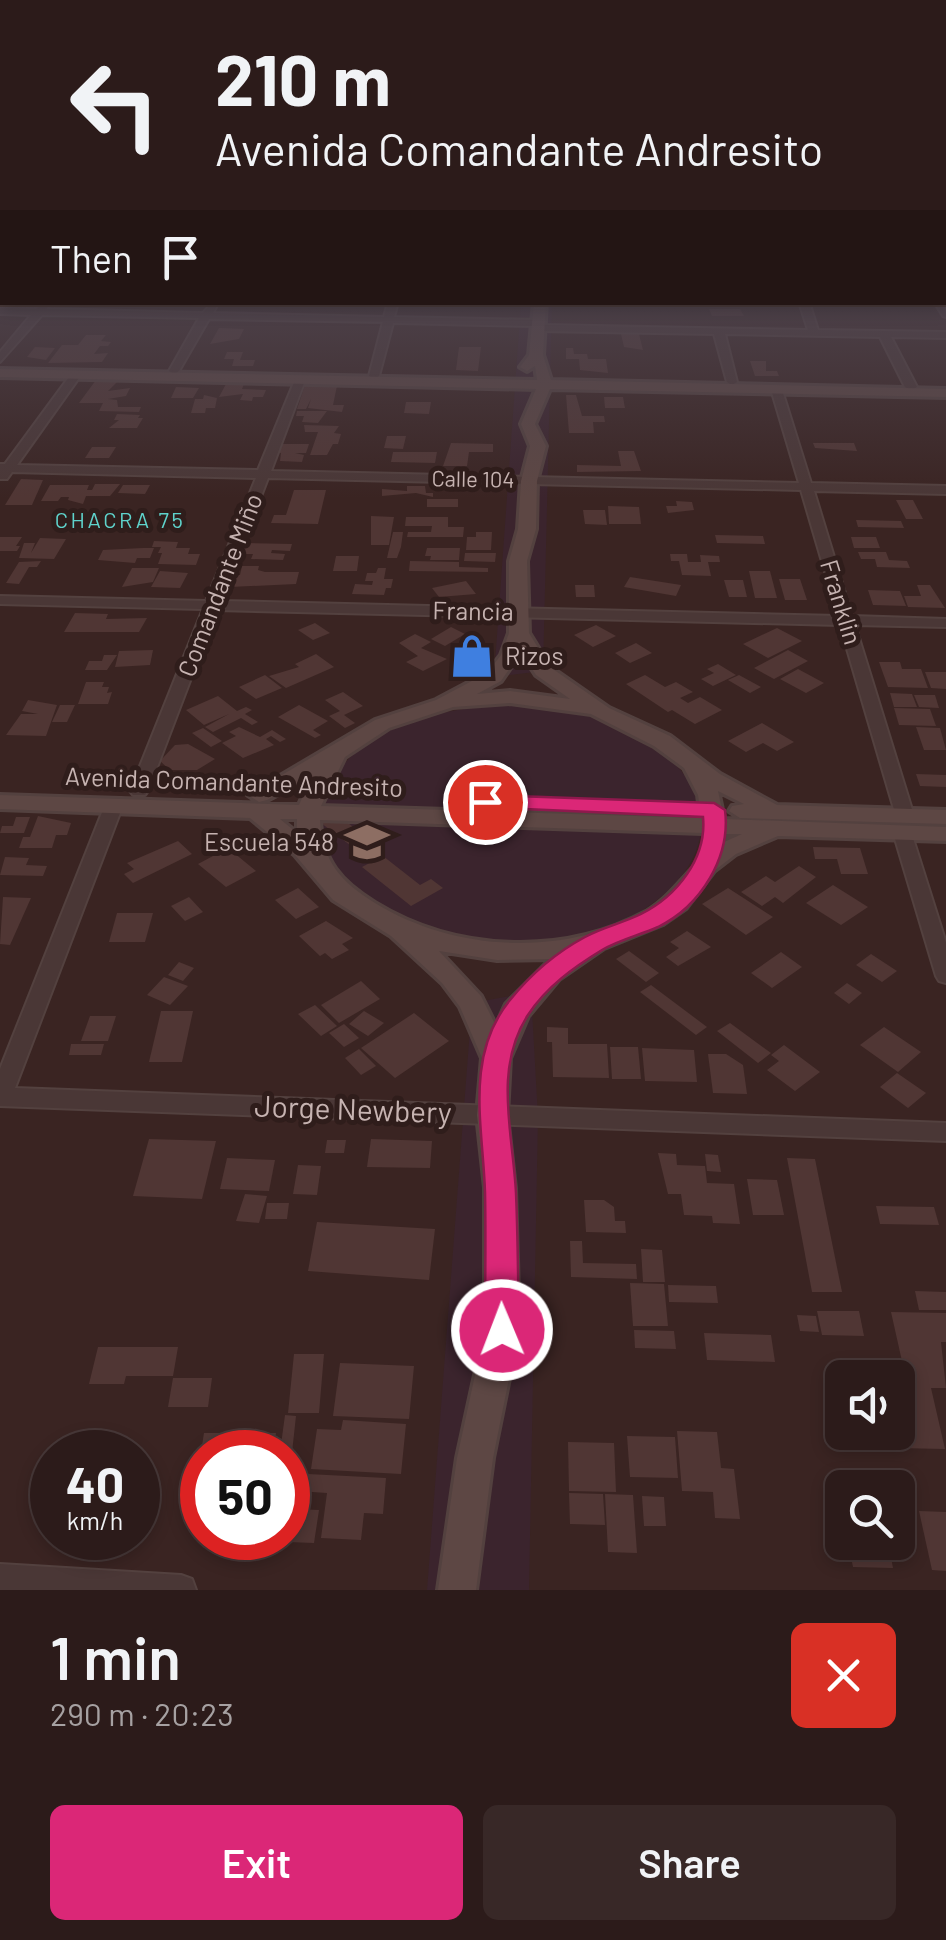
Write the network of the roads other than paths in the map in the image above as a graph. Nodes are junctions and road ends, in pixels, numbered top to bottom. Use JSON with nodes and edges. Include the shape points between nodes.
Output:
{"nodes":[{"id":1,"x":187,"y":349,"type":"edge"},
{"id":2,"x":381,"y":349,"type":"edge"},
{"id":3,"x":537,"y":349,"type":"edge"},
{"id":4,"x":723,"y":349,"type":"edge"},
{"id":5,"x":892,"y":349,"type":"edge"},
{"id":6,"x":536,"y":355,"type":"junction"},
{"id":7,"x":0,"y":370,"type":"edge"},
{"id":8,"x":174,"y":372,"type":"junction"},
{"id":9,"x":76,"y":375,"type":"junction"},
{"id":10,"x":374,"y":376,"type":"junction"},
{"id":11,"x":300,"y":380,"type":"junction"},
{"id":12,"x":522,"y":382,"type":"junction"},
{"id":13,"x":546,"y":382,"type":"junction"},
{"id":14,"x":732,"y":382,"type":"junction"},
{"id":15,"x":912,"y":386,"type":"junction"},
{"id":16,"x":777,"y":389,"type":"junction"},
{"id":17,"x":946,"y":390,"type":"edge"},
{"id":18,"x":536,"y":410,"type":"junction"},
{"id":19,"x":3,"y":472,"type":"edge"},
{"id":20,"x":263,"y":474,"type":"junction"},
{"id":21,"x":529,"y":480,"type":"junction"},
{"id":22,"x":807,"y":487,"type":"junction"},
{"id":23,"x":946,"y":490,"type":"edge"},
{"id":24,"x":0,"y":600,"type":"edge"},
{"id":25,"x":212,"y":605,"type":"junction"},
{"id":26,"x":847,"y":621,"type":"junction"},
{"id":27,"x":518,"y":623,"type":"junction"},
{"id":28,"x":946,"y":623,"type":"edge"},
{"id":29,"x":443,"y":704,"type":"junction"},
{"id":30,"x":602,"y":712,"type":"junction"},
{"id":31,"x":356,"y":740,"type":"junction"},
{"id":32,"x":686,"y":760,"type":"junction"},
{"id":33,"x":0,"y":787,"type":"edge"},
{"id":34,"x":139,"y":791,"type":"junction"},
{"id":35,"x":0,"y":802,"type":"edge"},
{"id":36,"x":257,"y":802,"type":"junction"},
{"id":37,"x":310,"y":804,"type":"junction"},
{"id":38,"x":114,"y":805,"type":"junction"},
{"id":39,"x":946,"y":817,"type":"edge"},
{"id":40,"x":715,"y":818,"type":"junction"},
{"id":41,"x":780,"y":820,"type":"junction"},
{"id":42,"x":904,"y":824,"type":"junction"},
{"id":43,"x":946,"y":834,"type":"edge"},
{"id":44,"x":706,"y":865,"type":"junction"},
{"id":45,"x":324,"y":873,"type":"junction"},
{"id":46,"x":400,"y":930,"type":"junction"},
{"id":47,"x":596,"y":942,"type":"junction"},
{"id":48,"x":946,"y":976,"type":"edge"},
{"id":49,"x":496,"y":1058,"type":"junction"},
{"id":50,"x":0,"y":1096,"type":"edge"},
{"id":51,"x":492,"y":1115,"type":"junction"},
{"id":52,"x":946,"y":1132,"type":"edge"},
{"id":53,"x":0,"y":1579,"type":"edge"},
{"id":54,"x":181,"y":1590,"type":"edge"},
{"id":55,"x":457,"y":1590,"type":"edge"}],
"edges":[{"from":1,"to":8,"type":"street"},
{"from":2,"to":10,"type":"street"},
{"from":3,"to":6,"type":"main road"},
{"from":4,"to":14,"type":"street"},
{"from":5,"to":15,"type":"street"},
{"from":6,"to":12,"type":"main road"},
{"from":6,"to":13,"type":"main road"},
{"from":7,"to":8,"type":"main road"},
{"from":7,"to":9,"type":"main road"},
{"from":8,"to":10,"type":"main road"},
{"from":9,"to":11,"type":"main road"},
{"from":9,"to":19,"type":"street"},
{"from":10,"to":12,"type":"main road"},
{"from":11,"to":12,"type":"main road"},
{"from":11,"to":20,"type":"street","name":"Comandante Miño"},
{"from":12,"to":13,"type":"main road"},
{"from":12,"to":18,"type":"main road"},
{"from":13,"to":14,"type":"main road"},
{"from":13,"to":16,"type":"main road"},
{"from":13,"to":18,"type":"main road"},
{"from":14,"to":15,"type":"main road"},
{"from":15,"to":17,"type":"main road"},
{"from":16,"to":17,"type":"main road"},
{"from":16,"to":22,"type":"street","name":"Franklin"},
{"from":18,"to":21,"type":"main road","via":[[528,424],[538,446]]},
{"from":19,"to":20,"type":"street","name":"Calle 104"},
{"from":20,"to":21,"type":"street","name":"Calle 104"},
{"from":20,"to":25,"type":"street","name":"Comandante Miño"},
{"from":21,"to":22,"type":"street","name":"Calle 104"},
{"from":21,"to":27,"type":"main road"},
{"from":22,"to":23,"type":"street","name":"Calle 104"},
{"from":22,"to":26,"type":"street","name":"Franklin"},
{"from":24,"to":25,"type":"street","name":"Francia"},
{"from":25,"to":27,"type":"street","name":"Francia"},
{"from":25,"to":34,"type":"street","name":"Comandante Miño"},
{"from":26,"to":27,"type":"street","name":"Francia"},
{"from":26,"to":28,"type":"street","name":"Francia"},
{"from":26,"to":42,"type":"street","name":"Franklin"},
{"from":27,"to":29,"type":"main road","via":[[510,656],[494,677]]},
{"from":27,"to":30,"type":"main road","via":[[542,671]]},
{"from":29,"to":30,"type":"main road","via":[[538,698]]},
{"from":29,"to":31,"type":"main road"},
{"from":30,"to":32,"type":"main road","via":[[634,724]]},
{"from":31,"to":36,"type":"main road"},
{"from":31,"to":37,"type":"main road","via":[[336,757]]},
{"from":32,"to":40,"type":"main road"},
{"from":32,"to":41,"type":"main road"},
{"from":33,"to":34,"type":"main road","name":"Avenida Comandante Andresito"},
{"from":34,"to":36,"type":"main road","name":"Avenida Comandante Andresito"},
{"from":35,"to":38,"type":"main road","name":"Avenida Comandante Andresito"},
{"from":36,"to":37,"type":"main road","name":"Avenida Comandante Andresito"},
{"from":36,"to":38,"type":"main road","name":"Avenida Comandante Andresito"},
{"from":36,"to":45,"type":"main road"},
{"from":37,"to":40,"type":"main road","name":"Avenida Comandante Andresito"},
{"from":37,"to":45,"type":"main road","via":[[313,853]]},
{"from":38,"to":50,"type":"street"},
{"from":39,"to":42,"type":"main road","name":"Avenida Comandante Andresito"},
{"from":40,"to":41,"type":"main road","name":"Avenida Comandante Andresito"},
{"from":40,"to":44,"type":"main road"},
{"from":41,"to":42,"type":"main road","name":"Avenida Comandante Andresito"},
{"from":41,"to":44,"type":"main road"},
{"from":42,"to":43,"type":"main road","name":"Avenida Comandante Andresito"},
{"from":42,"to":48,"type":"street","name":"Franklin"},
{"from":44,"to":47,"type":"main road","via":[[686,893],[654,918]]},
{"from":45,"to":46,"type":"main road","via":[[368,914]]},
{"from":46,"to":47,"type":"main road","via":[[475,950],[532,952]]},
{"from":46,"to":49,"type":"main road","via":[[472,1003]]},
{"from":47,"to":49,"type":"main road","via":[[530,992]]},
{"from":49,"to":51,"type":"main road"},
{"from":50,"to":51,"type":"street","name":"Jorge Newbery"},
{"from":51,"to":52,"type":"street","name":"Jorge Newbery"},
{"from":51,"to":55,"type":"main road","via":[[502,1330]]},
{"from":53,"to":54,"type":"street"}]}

#####

#### [Work to be completed]
Count every line in the listing above where the string "edges" occurs, and report the count and nothing more.

#### [Written solution]
2